## Records supplied
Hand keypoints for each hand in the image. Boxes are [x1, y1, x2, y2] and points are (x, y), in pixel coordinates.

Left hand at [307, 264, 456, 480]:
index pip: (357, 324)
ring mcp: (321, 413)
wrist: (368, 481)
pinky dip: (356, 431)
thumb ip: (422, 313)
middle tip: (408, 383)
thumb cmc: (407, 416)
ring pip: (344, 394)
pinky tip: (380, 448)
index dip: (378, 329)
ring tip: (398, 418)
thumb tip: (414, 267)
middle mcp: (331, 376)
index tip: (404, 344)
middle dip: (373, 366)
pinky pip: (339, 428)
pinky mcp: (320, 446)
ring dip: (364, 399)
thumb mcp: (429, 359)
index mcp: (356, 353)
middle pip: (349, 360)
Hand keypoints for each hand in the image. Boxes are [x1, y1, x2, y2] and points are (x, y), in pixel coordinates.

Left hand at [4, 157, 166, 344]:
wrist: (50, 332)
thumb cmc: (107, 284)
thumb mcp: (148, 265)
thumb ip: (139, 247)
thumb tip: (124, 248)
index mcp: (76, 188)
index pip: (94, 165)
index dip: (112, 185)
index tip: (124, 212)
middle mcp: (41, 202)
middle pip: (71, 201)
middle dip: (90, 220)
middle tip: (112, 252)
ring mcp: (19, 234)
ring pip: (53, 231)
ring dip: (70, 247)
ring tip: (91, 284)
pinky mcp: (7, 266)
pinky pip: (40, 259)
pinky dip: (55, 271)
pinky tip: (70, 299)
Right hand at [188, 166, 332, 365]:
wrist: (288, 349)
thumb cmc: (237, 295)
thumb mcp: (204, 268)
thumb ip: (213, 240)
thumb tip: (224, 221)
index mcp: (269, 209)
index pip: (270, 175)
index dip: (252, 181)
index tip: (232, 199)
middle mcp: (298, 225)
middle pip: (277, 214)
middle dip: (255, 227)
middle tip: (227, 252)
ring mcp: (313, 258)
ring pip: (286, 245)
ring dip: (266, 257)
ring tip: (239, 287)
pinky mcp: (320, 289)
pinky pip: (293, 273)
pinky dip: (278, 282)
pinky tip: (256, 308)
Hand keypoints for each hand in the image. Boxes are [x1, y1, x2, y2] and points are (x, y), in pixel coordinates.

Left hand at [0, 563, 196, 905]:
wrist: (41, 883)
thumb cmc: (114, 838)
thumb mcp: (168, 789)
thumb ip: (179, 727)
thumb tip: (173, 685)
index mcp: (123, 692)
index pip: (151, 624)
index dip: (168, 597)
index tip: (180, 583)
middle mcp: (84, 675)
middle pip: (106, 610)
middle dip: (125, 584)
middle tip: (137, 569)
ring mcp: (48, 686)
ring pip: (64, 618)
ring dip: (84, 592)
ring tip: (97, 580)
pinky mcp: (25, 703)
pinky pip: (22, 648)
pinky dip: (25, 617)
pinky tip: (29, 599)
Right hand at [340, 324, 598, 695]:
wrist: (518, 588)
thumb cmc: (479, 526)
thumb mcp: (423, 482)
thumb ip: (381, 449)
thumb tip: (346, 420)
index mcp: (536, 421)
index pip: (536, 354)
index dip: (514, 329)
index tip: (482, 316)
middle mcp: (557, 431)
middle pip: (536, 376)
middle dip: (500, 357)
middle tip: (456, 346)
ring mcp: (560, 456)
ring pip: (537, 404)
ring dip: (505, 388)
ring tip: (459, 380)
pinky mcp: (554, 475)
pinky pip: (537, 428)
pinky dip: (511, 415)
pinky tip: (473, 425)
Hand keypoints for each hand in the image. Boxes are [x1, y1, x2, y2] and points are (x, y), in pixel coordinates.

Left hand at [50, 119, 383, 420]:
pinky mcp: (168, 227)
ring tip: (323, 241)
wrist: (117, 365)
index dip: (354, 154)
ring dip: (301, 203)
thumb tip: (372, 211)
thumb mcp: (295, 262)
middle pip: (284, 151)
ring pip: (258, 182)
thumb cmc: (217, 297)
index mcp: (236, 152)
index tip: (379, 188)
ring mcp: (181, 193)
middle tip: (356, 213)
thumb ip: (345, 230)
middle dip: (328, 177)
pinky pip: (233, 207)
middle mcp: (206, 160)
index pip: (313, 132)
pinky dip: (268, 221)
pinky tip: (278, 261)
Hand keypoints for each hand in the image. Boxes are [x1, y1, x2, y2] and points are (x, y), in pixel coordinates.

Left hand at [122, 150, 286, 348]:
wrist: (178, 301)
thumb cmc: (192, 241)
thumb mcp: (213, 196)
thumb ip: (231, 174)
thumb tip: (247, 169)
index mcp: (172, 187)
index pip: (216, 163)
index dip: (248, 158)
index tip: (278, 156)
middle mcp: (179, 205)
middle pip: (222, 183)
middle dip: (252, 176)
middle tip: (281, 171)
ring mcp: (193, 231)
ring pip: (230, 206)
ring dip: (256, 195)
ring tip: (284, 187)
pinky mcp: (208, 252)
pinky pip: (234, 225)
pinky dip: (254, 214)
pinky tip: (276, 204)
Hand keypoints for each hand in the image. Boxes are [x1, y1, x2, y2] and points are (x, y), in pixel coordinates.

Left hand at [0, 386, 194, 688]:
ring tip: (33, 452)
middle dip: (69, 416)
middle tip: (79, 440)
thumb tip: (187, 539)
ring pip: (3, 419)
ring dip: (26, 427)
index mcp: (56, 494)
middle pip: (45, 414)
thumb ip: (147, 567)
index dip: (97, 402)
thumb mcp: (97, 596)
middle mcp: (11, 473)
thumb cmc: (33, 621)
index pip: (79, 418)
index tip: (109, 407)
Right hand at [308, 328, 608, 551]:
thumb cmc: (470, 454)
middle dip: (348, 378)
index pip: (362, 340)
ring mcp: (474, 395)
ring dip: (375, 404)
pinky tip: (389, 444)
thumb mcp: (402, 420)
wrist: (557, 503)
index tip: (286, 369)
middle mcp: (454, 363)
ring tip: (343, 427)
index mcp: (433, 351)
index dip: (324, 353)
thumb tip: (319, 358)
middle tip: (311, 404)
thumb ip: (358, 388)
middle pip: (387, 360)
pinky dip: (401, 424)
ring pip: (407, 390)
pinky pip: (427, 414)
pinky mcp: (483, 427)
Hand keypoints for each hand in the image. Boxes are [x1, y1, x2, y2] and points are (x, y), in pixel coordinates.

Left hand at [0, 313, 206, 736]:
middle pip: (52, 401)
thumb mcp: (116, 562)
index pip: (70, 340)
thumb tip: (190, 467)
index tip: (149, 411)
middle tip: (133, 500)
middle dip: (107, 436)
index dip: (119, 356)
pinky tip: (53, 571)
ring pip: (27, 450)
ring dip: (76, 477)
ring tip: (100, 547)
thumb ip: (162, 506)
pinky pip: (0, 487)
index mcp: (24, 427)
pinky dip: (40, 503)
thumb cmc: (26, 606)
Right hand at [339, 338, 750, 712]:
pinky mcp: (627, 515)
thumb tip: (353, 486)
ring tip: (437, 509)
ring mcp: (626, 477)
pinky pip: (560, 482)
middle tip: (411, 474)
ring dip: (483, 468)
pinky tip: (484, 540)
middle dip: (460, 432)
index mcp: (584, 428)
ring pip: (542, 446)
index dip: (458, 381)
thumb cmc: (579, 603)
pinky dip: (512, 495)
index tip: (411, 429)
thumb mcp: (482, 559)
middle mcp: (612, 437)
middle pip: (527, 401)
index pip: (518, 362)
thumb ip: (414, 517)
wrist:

## Task to complete
With "Left" as the string to find, copy every line of the records that holds it.

## Answer to this task
Left hand at [307, 264, 456, 480]:
Left hand at [4, 157, 166, 344]:
Left hand at [0, 563, 196, 905]:
Left hand at [50, 119, 383, 420]:
Left hand at [122, 150, 286, 348]:
Left hand at [0, 386, 194, 688]:
Left hand at [0, 313, 206, 736]:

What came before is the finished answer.